Re: [PATCH v2] drm/scheduler: set entity to NULL in drm_sched_entity_pop_job()

From: Steven Price
Date: Wed Apr 19 2023 - 06:05:55 EST


On 19/04/2023 10:53, Steven Price wrote:
> On 19/04/2023 10:44, Lucas Stach wrote:
>> Hi Steven,
>>
>> Am Mittwoch, dem 19.04.2023 um 10:39 +0100 schrieb Steven Price:
>>> On 18/04/2023 11:04, Danilo Krummrich wrote:
>>>> It already happend a few times that patches slipped through which
>>>> implemented access to an entity through a job that was already removed
>>>> from the entities queue.
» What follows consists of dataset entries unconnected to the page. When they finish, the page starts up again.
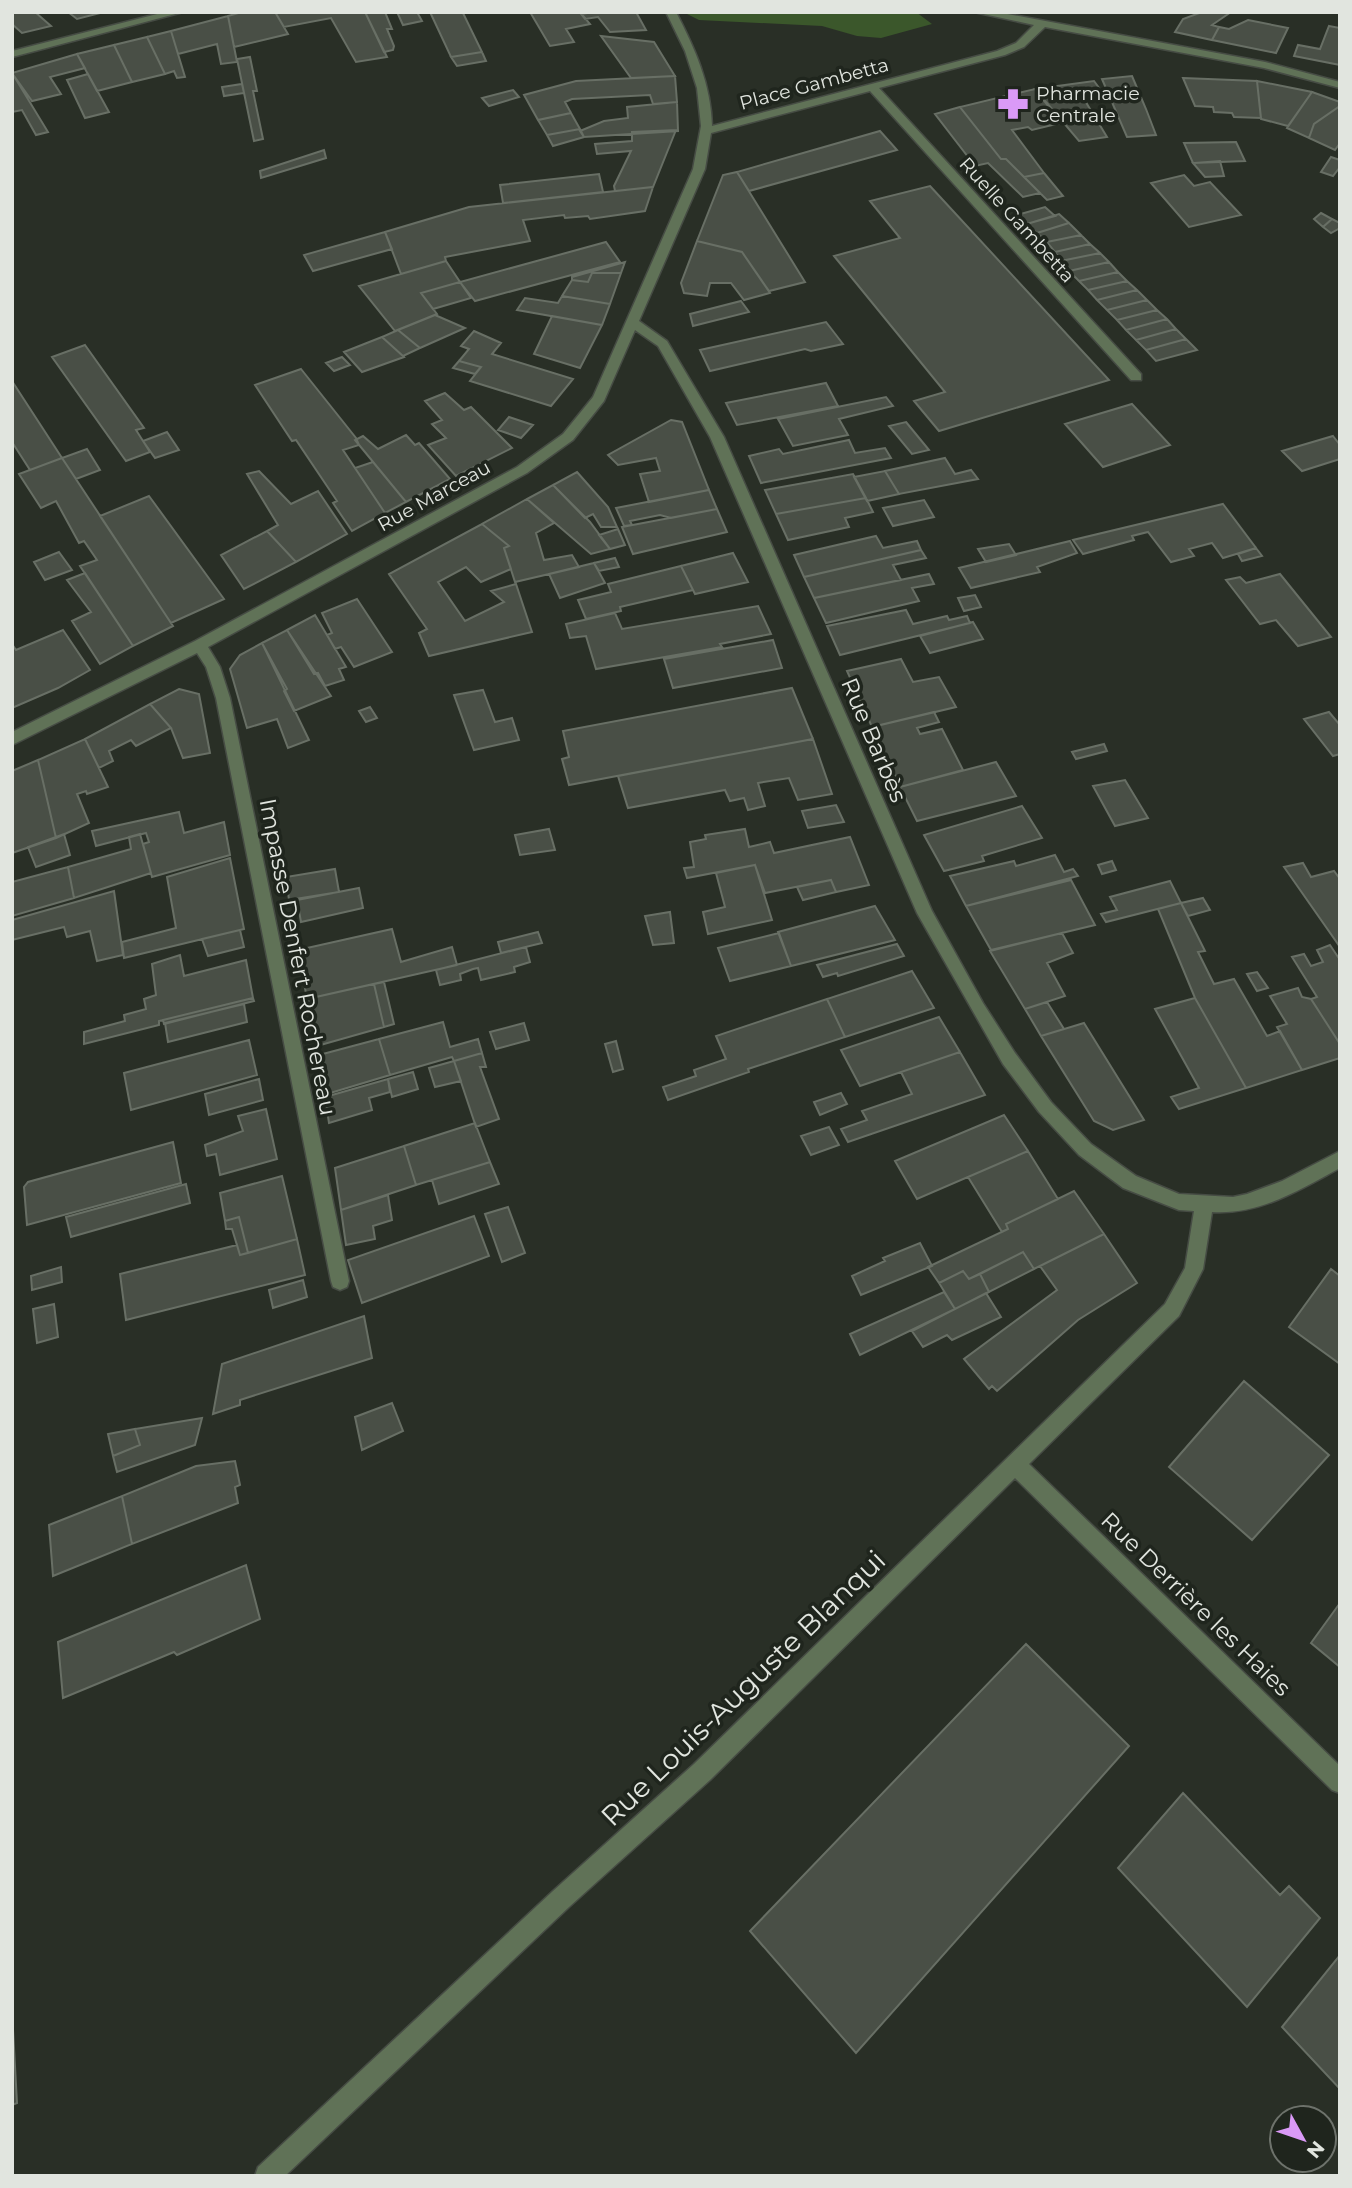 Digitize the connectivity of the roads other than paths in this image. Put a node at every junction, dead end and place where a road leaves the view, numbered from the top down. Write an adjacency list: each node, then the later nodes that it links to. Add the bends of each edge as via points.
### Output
1 (178, 12): 5 (street)
2 (671, 12): 8 (street, Place Gambetta, via 699,71)
3 (979, 12): 4 (street)
4 (1041, 25): 6 (street, via 1265,65); 7 (street, Place Gambetta, via 1012,49)
5 (12, 54)
6 (1340, 85)
7 (872, 87): 8 (street, Place Gambetta); 10 (street, Ruelle Gambetta)
8 (709, 130): 9 (street, Rue Marceau, via 699,169)
9 (634, 323): 11 (street, Rue Marceau, via 599,398 554,449); 14 (street, Rue Barbès, via 663,344 718,437 925,913 1027,1084 1097,1163 1152,1194)
10 (1136, 377)
11 (200, 645): 12 (street, Rue Marceau); 15 (street, Impasse Denfert Rochereau, via 223,698)
12 (12, 739)
13 (1340, 1159): 14 (street, Rue Barbès, via 1265,1196 1236,1205)
14 (1204, 1207): 16 (street, Rue Louis-Auguste Blanqui, via 1194,1269 1172,1310)
15 (340, 1281)
16 (1015, 1464): 17 (street, Rue Derrière les Haies); 18 (street, Rue Louis-Auguste Blanqui, via 702,1772)
17 (1340, 1782)
18 (267, 2176) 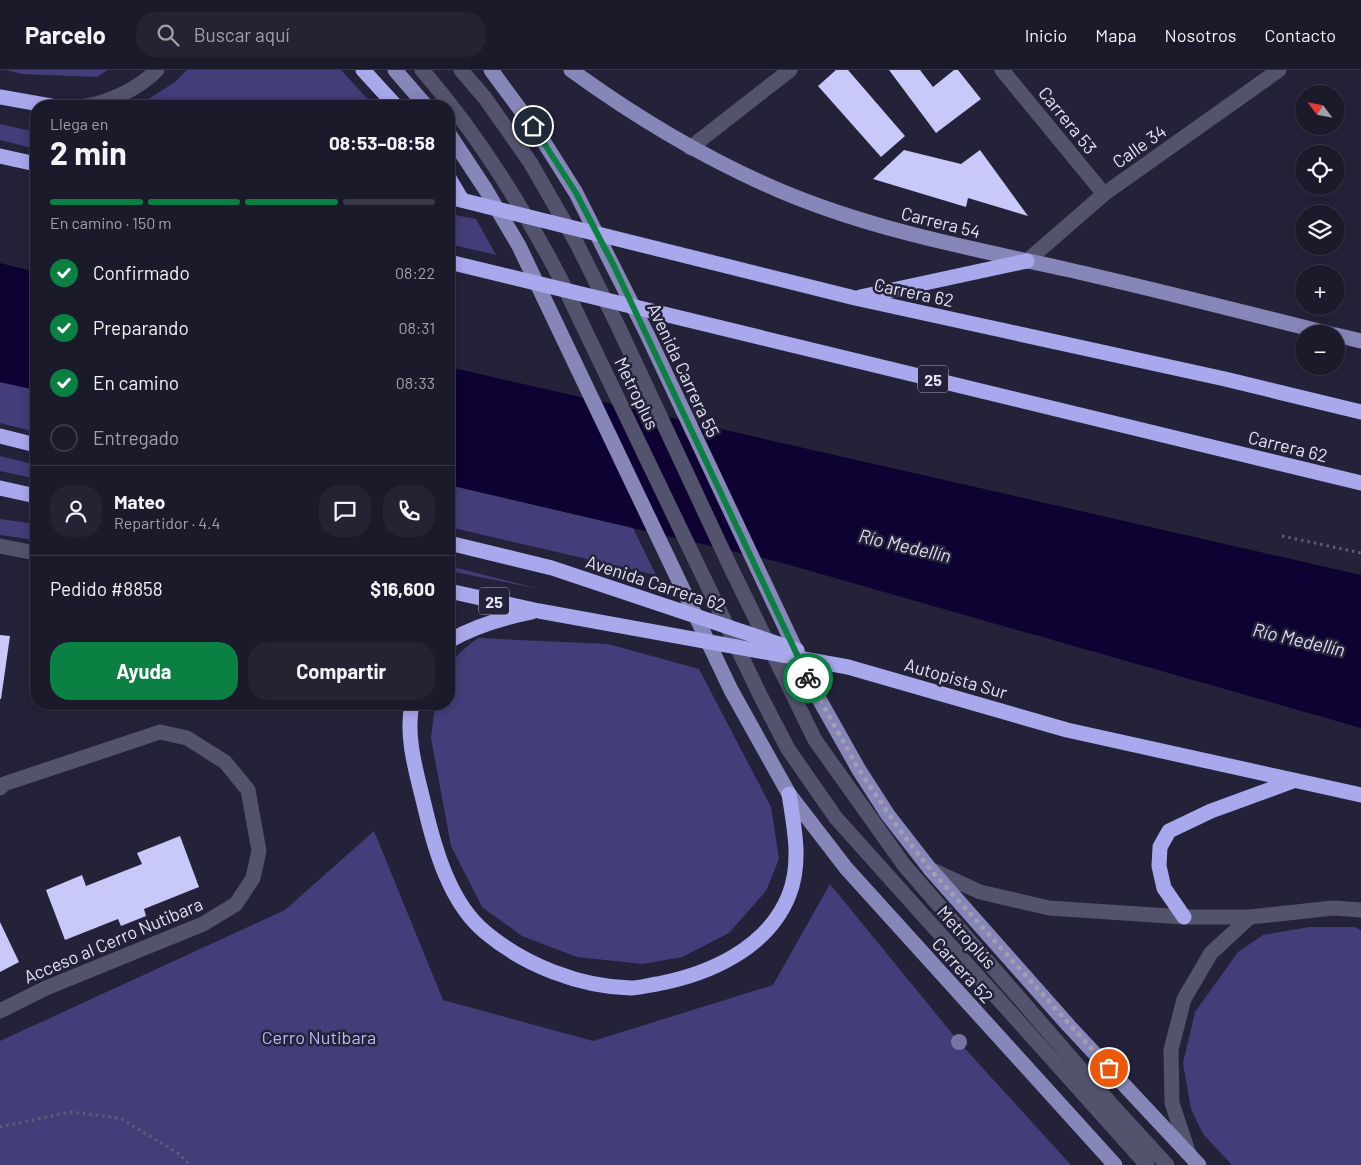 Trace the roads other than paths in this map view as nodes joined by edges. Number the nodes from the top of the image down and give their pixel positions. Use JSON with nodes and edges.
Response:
{"nodes":[{"id":1,"x":157,"y":70,"type":"edge"},
{"id":2,"x":363,"y":70,"type":"edge"},
{"id":3,"x":395,"y":70,"type":"edge"},
{"id":4,"x":422,"y":70,"type":"edge"},
{"id":5,"x":461,"y":70,"type":"edge"},
{"id":6,"x":491,"y":70,"type":"edge"},
{"id":7,"x":571,"y":70,"type":"edge"},
{"id":8,"x":790,"y":70,"type":"edge"},
{"id":9,"x":1002,"y":70,"type":"edge"},
{"id":10,"x":1279,"y":70,"type":"edge"},
{"id":11,"x":0,"y":96,"type":"edge"},
{"id":12,"x":105,"y":100,"type":"edge"},
{"id":13,"x":390,"y":100,"type":"edge"},
{"id":14,"x":421,"y":100,"type":"edge"},
{"id":15,"x":448,"y":100,"type":"edge"},
{"id":16,"x":30,"y":102,"type":"edge"},
{"id":17,"x":455,"y":109,"type":"edge"},
{"id":18,"x":455,"y":143,"type":"edge"},
{"id":19,"x":690,"y":148,"type":"junction"},
{"id":20,"x":0,"y":156,"type":"edge"},
{"id":21,"x":30,"y":163,"type":"edge"},
{"id":22,"x":1104,"y":194,"type":"junction"},
{"id":23,"x":455,"y":198,"type":"edge"},
{"id":24,"x":1027,"y":261,"type":"junction"},
{"id":25,"x":455,"y":263,"type":"edge"},
{"id":26,"x":855,"y":298,"type":"junction"},
{"id":27,"x":1295,"y":325,"type":"edge"},
{"id":28,"x":1345,"y":337,"type":"edge"},
{"id":29,"x":1361,"y":341,"type":"edge"},
{"id":30,"x":1361,"y":412,"type":"edge"},
{"id":31,"x":0,"y":436,"type":"edge"},
{"id":32,"x":30,"y":444,"type":"edge"},
{"id":33,"x":1361,"y":483,"type":"edge"},
{"id":34,"x":0,"y":488,"type":"edge"},
{"id":35,"x":30,"y":495,"type":"edge"},
{"id":36,"x":455,"y":544,"type":"edge"},
{"id":37,"x":0,"y":546,"type":"edge"},
{"id":38,"x":30,"y":553,"type":"edge"},
{"id":39,"x":455,"y":591,"type":"edge"},
{"id":40,"x":538,"y":611,"type":"junction"},
{"id":41,"x":455,"y":638,"type":"edge"},
{"id":42,"x":848,"y":667,"type":"junction"},
{"id":43,"x":411,"y":710,"type":"edge"},
{"id":44,"x":788,"y":750,"type":"joint"},
{"id":45,"x":1294,"y":781,"type":"junction"},
{"id":46,"x":1,"y":785,"type":"edge"},
{"id":47,"x":789,"y":794,"type":"junction"},
{"id":48,"x":1361,"y":796,"type":"edge"},
{"id":49,"x":930,"y":869,"type":"junction"},
{"id":50,"x":1361,"y":910,"type":"edge"},
{"id":51,"x":1250,"y":916,"type":"junction"},
{"id":52,"x":1184,"y":917,"type":"junction"},
{"id":53,"x":0,"y":1011,"type":"edge"},
{"id":54,"x":1189,"y":1154,"type":"junction"},
{"id":55,"x":1115,"y":1165,"type":"edge"},
{"id":56,"x":1148,"y":1165,"type":"edge"},
{"id":57,"x":1168,"y":1165,"type":"edge"},
{"id":58,"x":1199,"y":1165,"type":"edge"}],
"edges":[{"from":1,"to":12,"type":"street"},
{"from":2,"to":13,"type":"highway"},
{"from":3,"to":14,"type":"main road"},
{"from":4,"to":15,"type":"street","name":"Metroplus"},
{"from":5,"to":57,"type":"street","name":"Metroplús"},
{"from":6,"to":49,"type":"main road","name":"Avenida Carrera 55"},
{"from":7,"to":19,"type":"main road","name":"Carrera 54"},
{"from":8,"to":19,"type":"street"},
{"from":9,"to":22,"type":"street","name":"Carrera 53"},
{"from":10,"to":22,"type":"street","name":"Calle 34"},
{"from":11,"to":16,"type":"highway"},
{"from":17,"to":44,"type":"street","name":"Metroplus"},
{"from":18,"to":47,"type":"main road","name":"Carrera 52"},
{"from":19,"to":24,"type":"main road","name":"Carrera 54"},
{"from":20,"to":21,"type":"highway"},
{"from":22,"to":24,"type":"street","name":"Calle 34"},
{"from":23,"to":26,"type":"highway","name":"Carrera 62"},
{"from":24,"to":26,"type":"highway"},
{"from":24,"to":27,"type":"main road","name":"Carrera 54"},
{"from":25,"to":33,"type":"highway","name":"Carrera 62","number":"25"},
{"from":26,"to":30,"type":"highway","name":"Carrera 62"},
{"from":28,"to":29,"type":"main road"},
{"from":31,"to":32,"type":"highway"},
{"from":34,"to":35,"type":"highway"},
{"from":36,"to":42,"type":"highway","name":"Avenida Carrera 62","number":"25"},
{"from":37,"to":38,"type":"street"},
{"from":39,"to":40,"type":"highway","number":"25"},
{"from":40,"to":41,"type":"highway"},
{"from":40,"to":42,"type":"highway","name":"Autopista Sur","number":"25"},
{"from":42,"to":45,"type":"highway","name":"Autopista Sur","number":"25"},
{"from":43,"to":47,"type":"highway"},
{"from":44,"to":56,"type":"street","name":"Metroplús"},
{"from":45,"to":48,"type":"highway","name":"Autopista Sur","number":"25"},
{"from":45,"to":52,"type":"highway"},
{"from":46,"to":53,"type":"street","name":"Acceso al Cerro Nutibara"},
{"from":47,"to":55,"type":"main road","name":"Carrera 52"},
{"from":49,"to":52,"type":"street"},
{"from":49,"to":54,"type":"main road"},
{"from":50,"to":51,"type":"street"},
{"from":51,"to":52,"type":"street"},
{"from":51,"to":54,"type":"street"},
{"from":54,"to":58,"type":"main road"}]} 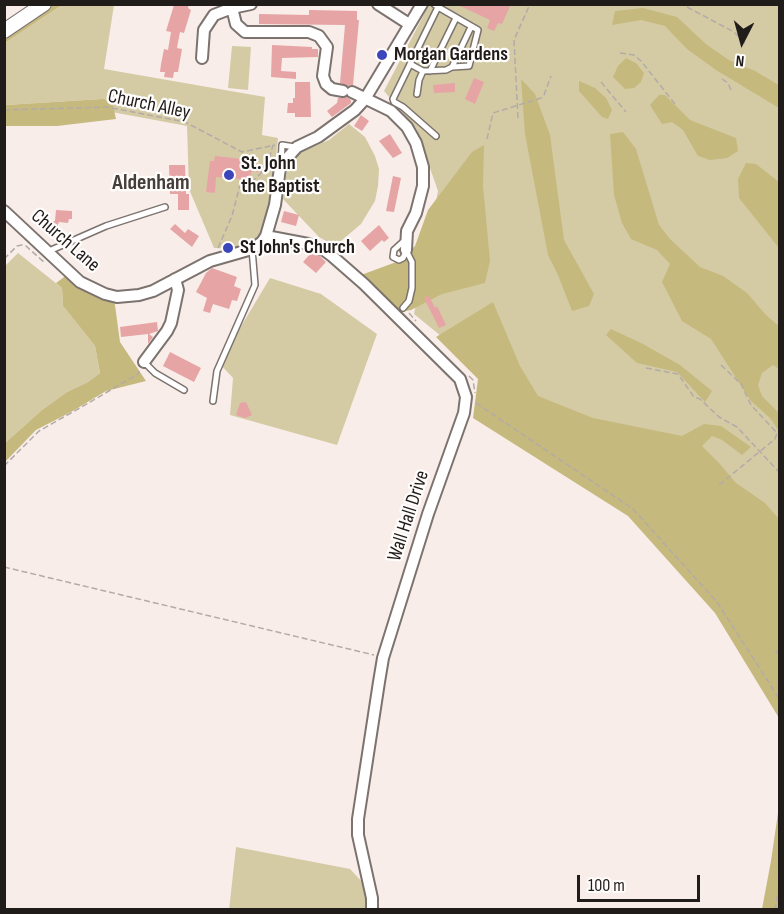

Since jobs and entities might have different
>>>> lifecycles, this can potentially cause UAF bugs.
>>>>
>>>> In order to make it obvious that a jobs entity pointer shouldn't be
>>>> accessed after drm_sched_entity_pop_job() was called successfully, set
>>>> the jobs entity pointer to NULL once the job is removed from the entity
>>>> queue.
>>>>
>>>> Moreover, debugging a potential NULL pointer dereference is way easier
>>>> than potentially corrupted memory through a UAF.
>>>>
>>>> Signed-off-by: Danilo Krummrich <dakr@xxxxxxxxxx>
>>>
>>> This triggers a splat for me (with Panfrost driver), the cause of which
>>> is the following code in drm_sched_get_cleanup_job():
>>>
>>> if (job) {
>>> job->entity->elapsed_ns += ktime_to_ns(
>>> ktime_sub(job->s_fence->finished.timestamp,
>>> job->s_fence->scheduled.timestamp));
>>> }
>>>
>>> which indeed is accessing entity after the job has been returned from
>>> drm_sched_entity_pop_job(). And obviously job->entity is a NULL pointer
>>> with this patch.
>>>
>>> I'm afraid I don't fully understand the lifecycle so I'm not sure if
>>> this is simply exposing an existing bug in drm_sched_get_cleanup_job()
>>> or if this commit needs to be reverted.
>>>
>> Not sure which tree you are on. The offending commit has been reverted
>> in 6.3-rc5.
>
> This is in drm-misc-next - I'm not sure which "offending commit" you are
> referring to. I'm referring to:
>
> 96c7c2f4d5bd ("drm/scheduler: set entity to NULL in
> drm_sched_entity_pop_job()")
>
> which was merged yesterday to drm-misc-next (and is currently the top
> commit).
>
> Is there another commit which has been reverted elsewhere which is
> conflicting?

Answering my own question, the conflicting commit is:

baad10973fdb ("Revert "drm/scheduler: track GPU active time per entity"")

But that commit isn't (yet) in drm-misc-next. Which unfortunately means
drm-misc-next is broken until a back-merge happens.

Steve